Prilepine dans les tranchées du Donbass 

Si Prilepine est un national-bolchevique comme il le dit péjorativement puisque le simple fait d’être nationaliste est déjà compris comme une tare, et qu’en plus être pour un égalitarisme communiste en est une autre, on ne sera pas étonné qu’il livre une analyse du conflit en Ukraine d’un point de vue de la lutte des classes. L’ouvrage se présente comme une sorte de reportage, allant à la rencontre des acteurs rebelles qui ont refusé de se plier aux oukases des néo-nazis qui viennent de Kiev. Ainsi à travers sa quête, il va opposer les Ukrainiens de l’Ouest, petits-bourgeois, taraudés par la pensée mondialiste et avides consommations, et les Ukrainiens de l’Est, prolétaires, mineurs, rudes dans les luttes, capables de prendre les armes pour défendre leurs droits et leur patrie. Il présente d’ailleurs les habitants du Donbass comme la pointe avancée de la Nouvelle Russie, celle qu’il appelle de ses vœux et qui serait une nouvelle forme de socialisme, soudé ici par la langue. « Je suis un écrivain russe, et en tant que tel j’ai un engagement envers les hommes et les femmes qui parlent ma langue » disait-il en France lors de la présentation de Ceux du Donbass. Ce livre est aussi la relation d’une amitié entre Prilepine et Alexandre Zakhartchenko, le dirigeant et guerrier de la République Populaire de Donetsk qui, après avoir échappé à plusieurs attentats fomentés par les nazis de Kiev, finira par être assassiné, vendu semble-t-il contre de l’argent, sans doute des dollars de la CIA, par un de ses gardes du corps[4].  Mais à l’époque où Prilepine construit son ouvrage en parcourant le Donbass, Zakhartchenko est encore bien vivant et se comporte en chef de guerre, car selon lui, il n’y a pas de solution autre que la guerre dans la mesure où les accords de Minsk I et II n’ont pas été respectés. 

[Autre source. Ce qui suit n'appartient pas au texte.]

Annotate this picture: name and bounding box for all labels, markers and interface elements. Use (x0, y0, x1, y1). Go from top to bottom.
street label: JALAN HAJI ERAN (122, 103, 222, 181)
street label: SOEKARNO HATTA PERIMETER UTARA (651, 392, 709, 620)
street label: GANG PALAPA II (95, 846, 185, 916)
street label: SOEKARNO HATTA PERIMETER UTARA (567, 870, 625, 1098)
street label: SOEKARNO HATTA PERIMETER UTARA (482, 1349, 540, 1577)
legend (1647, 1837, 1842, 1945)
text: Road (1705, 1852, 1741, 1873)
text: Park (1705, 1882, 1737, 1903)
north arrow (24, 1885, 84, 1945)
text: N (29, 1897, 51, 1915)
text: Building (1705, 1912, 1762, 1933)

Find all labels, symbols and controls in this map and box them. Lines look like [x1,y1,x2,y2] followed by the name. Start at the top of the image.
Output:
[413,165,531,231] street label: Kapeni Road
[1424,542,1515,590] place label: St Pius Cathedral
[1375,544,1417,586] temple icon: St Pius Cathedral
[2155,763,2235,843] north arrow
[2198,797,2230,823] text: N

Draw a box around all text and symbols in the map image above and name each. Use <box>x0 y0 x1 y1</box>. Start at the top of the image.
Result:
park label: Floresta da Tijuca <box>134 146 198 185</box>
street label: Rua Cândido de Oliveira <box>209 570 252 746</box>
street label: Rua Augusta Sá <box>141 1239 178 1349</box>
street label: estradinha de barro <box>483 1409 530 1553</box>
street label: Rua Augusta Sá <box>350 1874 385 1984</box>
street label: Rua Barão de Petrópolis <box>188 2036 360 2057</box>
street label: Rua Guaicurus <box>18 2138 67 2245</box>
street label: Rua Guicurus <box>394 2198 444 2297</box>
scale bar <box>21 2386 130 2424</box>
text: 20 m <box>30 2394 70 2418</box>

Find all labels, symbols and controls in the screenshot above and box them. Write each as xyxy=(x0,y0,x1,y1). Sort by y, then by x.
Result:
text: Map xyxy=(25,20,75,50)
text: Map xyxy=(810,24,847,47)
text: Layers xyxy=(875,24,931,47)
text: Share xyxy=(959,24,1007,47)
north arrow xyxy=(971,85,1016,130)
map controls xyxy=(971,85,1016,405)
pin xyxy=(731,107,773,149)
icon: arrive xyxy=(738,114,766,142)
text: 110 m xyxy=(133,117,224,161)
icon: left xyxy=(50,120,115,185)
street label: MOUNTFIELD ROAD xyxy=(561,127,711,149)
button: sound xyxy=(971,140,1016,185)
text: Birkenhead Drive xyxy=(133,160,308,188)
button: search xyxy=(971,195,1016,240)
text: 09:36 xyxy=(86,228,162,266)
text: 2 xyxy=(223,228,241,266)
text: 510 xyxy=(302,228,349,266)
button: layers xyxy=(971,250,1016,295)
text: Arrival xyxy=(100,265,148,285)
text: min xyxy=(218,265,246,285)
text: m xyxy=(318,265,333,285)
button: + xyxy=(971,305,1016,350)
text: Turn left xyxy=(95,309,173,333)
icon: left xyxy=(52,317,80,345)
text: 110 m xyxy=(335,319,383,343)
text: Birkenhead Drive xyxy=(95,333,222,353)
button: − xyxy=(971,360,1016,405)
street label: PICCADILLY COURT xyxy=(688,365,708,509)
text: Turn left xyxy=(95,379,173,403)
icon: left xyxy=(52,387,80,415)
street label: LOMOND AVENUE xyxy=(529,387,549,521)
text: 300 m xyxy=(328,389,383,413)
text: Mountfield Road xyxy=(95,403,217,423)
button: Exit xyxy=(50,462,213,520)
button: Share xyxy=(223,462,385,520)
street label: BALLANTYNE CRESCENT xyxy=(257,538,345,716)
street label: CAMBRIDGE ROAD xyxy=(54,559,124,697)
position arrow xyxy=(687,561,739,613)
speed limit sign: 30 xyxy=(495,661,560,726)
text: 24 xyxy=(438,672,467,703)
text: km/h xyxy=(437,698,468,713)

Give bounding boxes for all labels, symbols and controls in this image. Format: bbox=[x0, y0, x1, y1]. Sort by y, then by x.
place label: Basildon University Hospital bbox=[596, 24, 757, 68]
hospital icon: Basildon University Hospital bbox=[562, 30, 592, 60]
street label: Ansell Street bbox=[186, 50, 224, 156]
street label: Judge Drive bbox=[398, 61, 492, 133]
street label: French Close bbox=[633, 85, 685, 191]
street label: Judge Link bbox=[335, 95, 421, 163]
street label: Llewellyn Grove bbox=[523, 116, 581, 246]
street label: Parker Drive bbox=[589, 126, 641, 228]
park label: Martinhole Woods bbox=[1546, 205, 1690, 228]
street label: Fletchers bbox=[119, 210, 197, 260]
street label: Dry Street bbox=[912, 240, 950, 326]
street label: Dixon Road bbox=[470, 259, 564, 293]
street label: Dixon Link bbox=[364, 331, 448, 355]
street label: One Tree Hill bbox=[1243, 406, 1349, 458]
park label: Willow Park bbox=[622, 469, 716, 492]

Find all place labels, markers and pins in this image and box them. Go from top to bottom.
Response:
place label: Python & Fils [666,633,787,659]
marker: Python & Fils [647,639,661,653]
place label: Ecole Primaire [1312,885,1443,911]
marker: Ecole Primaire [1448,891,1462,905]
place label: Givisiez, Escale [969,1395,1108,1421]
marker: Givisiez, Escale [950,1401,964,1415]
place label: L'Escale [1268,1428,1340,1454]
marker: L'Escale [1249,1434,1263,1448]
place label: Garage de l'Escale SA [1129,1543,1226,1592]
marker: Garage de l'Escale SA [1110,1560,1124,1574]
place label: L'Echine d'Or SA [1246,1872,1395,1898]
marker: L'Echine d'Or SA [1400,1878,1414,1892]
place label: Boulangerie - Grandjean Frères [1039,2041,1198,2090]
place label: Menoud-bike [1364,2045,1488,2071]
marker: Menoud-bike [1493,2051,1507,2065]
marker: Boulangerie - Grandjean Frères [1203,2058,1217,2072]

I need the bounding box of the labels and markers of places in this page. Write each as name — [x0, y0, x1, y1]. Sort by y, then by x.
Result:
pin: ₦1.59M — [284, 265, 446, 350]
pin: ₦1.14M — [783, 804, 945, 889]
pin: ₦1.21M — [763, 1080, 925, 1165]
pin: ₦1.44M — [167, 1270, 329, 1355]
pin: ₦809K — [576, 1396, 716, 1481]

L’enterrement de Zakhartchenko

Parmi les chocs que les russophones ont dû endurer, il y a eu bien sûr l’abrogation de la loi en 2014 qui permettait l’enseignement et la communication en russe, mais aussi, et on le sait beaucoup moins, l’abrogation d’une loi portant sur l’interdiction de faire de la propagande pour les nazis ukrainiens du type Bandera qui maintenant possède son avenue à Kiev, ou d’en réhabiliter leur rôle pendant la guerre quand ils travaillaient pour Hitler dans la chasse aux Juifs et aux Russes bien entendu qu’Hitler pensait pouvoir réduire en esclavage et faire travailler pour rien dans des fermes contrôlées par des serviles Ukrainiens. Le Point parle de Bandera comme d’un héros ukrainien controversé[5], ce n’est pas le cas, il n’est pas controversé du tout, il était juste nazi. Cette proximité du nouveau pouvoir de Kiev, soutenu par la CIA et issu de l’Euromaïdan, a entraîné tout de suite la méfiance d’Israël et explique pourquoi le corrompu clown de service Zelensky a été très mal accueilli à Jérusalem, surtout après les mensonges du pseudo massacre de Babi Yar qui s’est révélé être un faux grossier sur lequel la presse occidentale ferme pudiquement les yeux. 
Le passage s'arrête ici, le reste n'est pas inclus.